» **Activity**
Copy, from the entries below, each line in which the string "سرور" appears.

(Saved entries)
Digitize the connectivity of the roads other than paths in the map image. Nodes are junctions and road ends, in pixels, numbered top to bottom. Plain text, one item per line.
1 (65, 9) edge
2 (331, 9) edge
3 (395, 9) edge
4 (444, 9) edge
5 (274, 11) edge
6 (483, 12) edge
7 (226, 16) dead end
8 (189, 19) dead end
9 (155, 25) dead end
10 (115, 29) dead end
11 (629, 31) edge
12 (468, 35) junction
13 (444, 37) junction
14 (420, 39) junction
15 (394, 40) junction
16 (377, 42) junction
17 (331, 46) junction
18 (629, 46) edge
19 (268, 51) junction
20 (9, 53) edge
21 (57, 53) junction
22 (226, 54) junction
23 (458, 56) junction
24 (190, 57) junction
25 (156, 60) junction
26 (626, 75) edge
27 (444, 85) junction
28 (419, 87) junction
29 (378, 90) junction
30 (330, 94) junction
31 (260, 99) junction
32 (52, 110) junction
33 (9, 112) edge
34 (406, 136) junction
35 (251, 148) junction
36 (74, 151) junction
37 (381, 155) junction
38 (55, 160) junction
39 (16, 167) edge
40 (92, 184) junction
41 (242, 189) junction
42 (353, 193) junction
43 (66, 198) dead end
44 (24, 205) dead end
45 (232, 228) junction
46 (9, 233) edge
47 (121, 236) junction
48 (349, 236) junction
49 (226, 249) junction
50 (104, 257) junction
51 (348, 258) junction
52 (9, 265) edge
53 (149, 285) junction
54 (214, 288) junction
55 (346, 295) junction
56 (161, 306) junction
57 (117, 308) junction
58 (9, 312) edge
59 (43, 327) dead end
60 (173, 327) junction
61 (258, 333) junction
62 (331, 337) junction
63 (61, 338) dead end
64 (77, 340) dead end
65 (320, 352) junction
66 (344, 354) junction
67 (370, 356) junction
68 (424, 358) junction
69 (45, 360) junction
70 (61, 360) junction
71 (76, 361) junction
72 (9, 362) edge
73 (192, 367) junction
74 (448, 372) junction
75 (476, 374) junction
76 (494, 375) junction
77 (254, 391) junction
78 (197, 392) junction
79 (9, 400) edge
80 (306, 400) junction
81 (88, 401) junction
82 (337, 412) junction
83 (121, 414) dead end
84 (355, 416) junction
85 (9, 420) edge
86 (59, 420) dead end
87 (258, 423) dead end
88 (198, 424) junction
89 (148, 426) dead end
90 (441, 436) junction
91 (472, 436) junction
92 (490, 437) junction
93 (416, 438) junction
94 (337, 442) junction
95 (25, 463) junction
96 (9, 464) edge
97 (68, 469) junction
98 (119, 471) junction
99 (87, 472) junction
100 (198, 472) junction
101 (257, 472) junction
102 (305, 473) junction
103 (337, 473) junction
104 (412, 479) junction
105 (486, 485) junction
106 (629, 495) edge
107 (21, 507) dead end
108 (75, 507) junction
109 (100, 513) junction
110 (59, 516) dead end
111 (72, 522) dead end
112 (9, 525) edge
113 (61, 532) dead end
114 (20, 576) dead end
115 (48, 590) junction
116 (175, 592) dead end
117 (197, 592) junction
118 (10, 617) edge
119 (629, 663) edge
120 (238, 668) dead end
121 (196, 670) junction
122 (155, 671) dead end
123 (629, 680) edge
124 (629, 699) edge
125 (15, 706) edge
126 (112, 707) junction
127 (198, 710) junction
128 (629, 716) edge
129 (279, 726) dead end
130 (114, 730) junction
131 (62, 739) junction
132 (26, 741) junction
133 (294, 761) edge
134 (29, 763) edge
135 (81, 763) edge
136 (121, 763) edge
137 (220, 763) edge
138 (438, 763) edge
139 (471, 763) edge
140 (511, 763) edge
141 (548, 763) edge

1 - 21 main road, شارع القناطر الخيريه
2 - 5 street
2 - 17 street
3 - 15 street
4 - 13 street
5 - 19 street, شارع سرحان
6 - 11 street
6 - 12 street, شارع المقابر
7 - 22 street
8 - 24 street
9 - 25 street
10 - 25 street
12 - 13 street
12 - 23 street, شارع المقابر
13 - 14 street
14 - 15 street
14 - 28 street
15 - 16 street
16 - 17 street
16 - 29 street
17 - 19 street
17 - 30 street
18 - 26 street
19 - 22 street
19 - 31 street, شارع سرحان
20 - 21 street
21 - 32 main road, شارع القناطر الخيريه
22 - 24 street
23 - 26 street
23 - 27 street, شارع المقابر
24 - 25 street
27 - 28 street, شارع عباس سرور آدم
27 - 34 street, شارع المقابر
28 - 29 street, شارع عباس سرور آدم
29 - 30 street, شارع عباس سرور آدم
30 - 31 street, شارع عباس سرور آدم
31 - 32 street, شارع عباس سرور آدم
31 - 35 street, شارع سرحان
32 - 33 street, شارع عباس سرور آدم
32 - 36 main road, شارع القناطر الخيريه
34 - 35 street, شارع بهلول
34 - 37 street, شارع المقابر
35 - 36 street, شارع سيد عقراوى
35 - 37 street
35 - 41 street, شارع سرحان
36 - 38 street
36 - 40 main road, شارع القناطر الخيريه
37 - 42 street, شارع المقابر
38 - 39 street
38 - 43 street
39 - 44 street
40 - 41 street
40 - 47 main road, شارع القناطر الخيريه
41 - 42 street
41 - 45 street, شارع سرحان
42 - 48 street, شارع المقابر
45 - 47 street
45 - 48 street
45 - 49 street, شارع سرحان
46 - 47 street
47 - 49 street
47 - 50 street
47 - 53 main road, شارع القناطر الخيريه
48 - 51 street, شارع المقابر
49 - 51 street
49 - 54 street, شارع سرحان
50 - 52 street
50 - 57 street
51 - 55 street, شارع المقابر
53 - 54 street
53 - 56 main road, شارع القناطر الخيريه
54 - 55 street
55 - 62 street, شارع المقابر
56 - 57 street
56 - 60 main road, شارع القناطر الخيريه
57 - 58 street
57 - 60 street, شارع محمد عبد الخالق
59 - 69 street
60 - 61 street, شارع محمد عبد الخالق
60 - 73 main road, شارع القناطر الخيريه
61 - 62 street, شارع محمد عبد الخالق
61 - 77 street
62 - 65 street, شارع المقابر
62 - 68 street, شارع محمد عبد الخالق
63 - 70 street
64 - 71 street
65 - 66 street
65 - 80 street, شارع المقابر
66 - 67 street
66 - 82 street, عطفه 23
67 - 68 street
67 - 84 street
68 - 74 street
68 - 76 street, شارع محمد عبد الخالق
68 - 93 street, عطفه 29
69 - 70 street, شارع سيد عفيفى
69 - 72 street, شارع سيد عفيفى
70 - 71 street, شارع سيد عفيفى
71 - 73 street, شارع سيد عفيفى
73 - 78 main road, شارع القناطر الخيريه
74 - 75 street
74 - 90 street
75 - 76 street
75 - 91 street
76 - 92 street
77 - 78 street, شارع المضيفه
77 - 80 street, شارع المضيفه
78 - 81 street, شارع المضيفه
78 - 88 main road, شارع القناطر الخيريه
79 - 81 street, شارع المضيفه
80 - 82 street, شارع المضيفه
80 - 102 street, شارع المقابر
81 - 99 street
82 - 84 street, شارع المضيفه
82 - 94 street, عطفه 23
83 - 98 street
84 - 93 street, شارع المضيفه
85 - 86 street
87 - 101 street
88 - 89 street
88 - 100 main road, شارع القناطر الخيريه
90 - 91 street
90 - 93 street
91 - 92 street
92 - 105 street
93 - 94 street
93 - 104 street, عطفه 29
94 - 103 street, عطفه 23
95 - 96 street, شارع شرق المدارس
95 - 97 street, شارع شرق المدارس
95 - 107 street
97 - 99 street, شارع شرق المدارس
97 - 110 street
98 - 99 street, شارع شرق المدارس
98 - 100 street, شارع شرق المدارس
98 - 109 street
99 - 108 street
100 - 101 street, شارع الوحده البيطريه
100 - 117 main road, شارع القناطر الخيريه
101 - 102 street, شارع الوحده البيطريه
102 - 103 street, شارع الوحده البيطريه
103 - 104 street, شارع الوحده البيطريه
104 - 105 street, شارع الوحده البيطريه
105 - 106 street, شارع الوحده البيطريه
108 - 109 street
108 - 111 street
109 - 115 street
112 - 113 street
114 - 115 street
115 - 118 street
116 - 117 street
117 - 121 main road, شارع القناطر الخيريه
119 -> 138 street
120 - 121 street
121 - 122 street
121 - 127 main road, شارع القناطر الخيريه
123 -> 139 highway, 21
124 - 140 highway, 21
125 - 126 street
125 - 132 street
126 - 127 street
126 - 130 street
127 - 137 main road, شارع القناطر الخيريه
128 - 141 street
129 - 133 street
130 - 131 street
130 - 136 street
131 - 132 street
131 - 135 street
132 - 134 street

» **Task result**
27 - 28 street, شارع عباس سرور آدم
28 - 29 street, شارع عباس سرور آدم
29 - 30 street, شارع عباس سرور آدم
30 - 31 street, شارع عباس سرور آدم
31 - 32 street, شارع عباس سرور آدم
32 - 33 street, شارع عباس سرور آدم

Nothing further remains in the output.